Five people have died and several more were injured after a gunman opened fire in the Austrian capital on Monday night (2 November).

One of the people killed is a suspected gunman shot dead by police, while an officer is among the wounded.

Beattie, a singer-songwriter who released his debut EP earlier this year, was at a bar in Vienna on the way to stay with his girlfriend, who is based in Budapest, when the attack took place.

He told The Independent of hearing “sirens everywhere” and helicopters hovering overhead, before early reports began to emerge on social media.

“I had about a dozen missed calls from my mum and dad, and links to news stories,” the 28-year-old said. “It took a while for it to circulate from there around the bar, there was a silence and a total feeling of disbelief.”

Beattie compared the noise of surrounding emergency services as like “nothing I’d ever experienced before” – “It sounded like a war had been started,” he said.

He added that there were around 14 people in the bar, and at one point he suggested that the manager lock the door and turn the lights off: “Then after a few minutes we were told to get into the basement.”

Beattie praised the others in the bar for remaining calm despite the tense situation they found themselves in.

“We only knew what we could find online,” he said. “One minute they were reporting multiple explosives, then saying they had been caught, and all the time I was back and forth with my manager – he was telling me what the UK news were reporting.”
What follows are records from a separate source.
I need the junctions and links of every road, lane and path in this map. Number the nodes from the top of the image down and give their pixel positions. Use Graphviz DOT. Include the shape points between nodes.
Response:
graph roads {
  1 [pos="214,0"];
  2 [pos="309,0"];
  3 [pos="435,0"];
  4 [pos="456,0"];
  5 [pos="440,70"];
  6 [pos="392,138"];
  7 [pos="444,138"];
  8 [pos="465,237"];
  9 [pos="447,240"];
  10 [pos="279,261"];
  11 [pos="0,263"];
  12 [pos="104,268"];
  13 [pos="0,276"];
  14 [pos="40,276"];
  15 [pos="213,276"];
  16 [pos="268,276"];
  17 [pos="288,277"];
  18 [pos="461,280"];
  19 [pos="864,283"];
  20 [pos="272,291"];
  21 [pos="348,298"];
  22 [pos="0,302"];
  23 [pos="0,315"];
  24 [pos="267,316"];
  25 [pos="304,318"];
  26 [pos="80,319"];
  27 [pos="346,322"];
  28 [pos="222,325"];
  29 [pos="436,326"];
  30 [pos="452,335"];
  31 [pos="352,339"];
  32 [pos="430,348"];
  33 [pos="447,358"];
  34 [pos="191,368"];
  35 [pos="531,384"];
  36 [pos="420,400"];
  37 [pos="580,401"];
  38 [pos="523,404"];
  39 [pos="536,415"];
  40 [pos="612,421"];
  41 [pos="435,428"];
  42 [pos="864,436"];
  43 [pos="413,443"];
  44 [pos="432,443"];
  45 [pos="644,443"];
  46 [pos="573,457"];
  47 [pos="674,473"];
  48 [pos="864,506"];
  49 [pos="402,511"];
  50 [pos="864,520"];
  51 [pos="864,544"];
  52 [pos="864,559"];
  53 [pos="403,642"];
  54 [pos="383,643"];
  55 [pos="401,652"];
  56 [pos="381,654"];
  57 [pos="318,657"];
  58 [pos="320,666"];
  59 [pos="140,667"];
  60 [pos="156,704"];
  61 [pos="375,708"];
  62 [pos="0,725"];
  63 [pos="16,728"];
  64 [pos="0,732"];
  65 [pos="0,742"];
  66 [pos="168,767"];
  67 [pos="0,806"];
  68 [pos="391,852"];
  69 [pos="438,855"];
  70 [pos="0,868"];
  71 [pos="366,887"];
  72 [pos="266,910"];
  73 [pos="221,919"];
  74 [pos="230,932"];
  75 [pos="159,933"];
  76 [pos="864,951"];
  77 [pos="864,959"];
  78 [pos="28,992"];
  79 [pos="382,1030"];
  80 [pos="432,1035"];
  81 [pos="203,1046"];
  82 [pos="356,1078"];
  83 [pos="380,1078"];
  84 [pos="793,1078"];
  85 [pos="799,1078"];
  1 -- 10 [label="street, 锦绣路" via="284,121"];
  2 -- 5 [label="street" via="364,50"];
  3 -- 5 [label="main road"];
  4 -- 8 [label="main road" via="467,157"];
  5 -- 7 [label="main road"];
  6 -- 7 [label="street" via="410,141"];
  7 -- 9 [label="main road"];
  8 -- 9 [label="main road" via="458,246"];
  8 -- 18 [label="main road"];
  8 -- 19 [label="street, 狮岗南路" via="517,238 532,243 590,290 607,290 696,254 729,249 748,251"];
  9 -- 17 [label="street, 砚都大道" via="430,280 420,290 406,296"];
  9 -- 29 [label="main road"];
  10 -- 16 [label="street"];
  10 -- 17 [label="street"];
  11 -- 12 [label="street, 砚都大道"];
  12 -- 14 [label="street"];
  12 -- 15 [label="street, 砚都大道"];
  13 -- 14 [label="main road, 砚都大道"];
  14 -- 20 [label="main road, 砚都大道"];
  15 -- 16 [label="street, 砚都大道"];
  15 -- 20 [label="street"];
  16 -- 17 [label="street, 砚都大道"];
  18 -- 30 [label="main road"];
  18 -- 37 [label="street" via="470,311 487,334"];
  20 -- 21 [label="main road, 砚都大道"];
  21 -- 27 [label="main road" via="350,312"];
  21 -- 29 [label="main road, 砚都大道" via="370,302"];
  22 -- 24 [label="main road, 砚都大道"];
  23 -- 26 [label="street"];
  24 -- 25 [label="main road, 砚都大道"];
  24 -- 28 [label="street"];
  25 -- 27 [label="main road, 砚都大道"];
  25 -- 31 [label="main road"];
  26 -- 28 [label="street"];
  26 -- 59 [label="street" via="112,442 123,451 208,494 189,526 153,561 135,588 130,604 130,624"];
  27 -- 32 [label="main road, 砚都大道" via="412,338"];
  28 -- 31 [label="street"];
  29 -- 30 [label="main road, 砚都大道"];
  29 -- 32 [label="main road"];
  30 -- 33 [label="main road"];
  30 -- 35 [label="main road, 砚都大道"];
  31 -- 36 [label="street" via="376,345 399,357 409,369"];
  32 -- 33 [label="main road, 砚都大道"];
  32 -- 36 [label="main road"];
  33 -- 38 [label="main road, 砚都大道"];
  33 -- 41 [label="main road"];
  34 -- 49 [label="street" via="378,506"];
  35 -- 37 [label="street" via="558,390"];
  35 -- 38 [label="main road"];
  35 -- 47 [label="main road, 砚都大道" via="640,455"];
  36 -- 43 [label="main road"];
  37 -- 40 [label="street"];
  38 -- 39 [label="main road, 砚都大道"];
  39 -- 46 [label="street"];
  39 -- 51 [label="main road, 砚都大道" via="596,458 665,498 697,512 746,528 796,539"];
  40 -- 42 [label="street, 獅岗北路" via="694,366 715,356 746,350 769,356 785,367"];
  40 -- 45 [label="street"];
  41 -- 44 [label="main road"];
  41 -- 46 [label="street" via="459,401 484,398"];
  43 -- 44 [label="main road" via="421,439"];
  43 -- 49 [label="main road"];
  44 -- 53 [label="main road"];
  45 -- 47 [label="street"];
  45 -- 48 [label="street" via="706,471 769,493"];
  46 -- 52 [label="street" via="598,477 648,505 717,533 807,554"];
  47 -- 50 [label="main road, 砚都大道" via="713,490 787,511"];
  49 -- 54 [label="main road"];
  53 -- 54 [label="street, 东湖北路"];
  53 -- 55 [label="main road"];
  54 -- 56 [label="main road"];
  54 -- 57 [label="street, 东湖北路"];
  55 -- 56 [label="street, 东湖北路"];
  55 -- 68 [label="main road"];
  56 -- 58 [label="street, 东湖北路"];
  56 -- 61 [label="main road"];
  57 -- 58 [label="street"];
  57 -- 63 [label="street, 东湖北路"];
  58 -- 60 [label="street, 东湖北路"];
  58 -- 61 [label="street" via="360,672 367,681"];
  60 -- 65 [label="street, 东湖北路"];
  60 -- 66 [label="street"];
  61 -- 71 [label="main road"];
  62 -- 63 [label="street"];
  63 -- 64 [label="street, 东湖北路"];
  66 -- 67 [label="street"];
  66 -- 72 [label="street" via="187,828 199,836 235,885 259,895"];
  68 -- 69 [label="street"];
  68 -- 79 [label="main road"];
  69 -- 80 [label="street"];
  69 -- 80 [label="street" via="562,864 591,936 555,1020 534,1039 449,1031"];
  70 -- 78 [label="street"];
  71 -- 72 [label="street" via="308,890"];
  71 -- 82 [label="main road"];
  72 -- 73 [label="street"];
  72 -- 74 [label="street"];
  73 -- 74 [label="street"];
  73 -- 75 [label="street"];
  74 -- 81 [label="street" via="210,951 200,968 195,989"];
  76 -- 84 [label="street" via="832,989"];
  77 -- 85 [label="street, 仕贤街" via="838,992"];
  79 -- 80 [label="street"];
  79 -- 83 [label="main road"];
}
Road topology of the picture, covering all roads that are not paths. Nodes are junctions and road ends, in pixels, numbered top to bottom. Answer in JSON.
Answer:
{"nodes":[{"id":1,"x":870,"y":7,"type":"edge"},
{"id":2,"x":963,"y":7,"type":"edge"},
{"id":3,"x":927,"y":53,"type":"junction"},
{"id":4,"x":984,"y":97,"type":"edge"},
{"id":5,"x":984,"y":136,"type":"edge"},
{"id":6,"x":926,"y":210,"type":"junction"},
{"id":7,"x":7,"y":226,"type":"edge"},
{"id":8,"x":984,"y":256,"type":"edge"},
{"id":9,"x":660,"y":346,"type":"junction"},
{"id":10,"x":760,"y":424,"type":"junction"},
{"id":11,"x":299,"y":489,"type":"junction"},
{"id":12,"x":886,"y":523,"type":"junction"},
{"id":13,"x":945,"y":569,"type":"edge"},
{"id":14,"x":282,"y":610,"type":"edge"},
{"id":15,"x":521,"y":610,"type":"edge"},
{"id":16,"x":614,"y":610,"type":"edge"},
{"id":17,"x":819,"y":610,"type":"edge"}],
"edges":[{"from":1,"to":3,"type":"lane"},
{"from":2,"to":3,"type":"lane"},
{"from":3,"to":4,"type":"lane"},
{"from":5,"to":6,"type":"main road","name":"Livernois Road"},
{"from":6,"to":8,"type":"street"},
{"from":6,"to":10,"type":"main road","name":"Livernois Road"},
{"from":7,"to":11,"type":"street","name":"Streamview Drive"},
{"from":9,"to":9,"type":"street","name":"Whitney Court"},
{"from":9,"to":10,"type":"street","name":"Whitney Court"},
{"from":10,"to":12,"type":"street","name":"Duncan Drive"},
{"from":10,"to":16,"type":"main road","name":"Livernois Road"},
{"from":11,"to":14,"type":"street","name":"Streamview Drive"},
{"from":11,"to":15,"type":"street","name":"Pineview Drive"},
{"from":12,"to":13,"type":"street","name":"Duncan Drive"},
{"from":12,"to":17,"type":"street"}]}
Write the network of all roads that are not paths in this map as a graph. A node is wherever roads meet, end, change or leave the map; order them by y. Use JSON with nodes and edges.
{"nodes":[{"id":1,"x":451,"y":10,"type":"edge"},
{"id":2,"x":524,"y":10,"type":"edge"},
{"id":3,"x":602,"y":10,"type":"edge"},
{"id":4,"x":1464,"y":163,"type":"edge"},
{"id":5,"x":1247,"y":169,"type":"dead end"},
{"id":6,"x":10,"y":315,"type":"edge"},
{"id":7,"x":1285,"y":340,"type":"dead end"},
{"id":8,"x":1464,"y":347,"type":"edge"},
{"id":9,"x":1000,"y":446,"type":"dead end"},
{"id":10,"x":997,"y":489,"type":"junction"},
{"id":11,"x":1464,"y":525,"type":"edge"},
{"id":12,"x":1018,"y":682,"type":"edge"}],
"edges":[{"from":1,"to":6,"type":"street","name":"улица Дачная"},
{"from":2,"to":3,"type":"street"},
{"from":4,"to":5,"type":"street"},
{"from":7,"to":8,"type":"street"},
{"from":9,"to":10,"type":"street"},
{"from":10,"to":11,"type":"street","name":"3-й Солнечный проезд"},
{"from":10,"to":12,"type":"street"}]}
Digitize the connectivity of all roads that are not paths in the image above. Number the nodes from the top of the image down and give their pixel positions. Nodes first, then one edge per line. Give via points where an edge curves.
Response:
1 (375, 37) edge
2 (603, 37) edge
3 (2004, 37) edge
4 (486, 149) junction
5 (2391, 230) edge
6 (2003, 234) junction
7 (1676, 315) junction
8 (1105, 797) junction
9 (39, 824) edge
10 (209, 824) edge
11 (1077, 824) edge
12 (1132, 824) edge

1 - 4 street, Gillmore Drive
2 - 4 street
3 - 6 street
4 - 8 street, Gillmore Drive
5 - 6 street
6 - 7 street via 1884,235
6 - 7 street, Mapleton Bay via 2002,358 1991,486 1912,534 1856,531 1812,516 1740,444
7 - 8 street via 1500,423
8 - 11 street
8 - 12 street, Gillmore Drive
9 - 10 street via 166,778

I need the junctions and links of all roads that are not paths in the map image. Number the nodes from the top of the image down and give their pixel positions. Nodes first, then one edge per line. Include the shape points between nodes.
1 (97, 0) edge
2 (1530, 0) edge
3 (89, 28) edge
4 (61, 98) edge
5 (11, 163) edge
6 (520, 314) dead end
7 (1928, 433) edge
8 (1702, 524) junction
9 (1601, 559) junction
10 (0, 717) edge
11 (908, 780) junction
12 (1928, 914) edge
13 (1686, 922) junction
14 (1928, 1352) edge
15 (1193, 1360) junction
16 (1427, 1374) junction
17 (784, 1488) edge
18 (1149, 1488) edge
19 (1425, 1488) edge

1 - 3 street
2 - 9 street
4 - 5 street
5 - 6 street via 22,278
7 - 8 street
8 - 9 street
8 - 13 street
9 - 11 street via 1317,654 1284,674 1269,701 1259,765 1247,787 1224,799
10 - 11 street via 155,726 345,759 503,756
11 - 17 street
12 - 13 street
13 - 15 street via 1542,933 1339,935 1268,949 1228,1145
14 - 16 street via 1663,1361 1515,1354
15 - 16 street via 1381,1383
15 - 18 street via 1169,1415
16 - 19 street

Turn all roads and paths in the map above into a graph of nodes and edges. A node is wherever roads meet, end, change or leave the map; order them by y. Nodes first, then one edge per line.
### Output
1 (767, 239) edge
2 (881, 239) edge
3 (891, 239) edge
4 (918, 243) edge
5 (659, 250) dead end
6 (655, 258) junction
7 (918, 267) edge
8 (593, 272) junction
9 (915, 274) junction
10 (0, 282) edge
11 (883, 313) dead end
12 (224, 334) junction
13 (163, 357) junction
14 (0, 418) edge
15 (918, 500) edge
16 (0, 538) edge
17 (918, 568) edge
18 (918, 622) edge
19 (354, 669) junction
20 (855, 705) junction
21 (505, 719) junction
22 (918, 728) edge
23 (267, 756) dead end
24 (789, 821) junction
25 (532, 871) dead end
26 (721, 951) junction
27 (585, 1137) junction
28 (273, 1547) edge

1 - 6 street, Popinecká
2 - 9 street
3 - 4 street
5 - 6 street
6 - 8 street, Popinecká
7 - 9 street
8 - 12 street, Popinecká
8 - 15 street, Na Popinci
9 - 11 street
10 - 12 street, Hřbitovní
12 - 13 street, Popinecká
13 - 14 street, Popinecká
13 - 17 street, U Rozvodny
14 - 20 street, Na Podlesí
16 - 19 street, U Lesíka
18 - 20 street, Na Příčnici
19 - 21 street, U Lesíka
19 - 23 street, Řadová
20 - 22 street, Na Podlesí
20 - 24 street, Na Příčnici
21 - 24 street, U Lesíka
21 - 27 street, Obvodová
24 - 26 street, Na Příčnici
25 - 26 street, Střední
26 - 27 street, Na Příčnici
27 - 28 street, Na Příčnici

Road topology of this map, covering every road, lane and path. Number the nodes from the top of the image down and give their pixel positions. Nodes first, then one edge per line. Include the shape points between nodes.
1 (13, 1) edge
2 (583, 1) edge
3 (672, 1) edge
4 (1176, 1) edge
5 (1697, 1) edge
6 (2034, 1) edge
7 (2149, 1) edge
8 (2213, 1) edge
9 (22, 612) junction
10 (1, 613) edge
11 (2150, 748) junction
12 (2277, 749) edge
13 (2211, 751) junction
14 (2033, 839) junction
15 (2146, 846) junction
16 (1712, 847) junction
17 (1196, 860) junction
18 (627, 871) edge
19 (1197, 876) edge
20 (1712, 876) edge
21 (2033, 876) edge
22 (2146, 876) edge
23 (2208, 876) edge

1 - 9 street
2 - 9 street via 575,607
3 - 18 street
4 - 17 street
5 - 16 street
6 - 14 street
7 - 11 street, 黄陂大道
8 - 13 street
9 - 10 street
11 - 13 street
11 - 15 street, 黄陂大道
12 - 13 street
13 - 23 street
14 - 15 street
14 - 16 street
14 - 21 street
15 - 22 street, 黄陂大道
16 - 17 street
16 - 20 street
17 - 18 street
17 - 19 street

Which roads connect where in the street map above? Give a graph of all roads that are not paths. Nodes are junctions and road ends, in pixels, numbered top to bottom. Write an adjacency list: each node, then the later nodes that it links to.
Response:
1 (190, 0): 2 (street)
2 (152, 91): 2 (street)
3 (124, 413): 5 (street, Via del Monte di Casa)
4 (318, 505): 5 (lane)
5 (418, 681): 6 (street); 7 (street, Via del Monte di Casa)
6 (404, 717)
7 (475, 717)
He also revealed that he had been close to going back to the same Irish bar he’d been to the night before, which was just a few yards from where the first fatal shooting took place.

“My intention was to go there again, but for some reason I changed my mind at the last minute and walked to a different one,” he said. “Thank goodness I did.”

The attacks – which come on the eve of a “hard” national lockdown – were all in the vicinity of the city’s central synagogue near the Danube river, but it is not clear whether the place of worship was a target amid reports of shots being fired at those sitting outside the bars nearby.

People had been out making the most of its bars, restaurants and opera houses before the lockdown set in at midnight. 

Beattie said the journey back to his hotel after the attack was like walking through “a ghost town” and “about the scariest journey I’ve ever had to make”. 

Read the latest on the attack here.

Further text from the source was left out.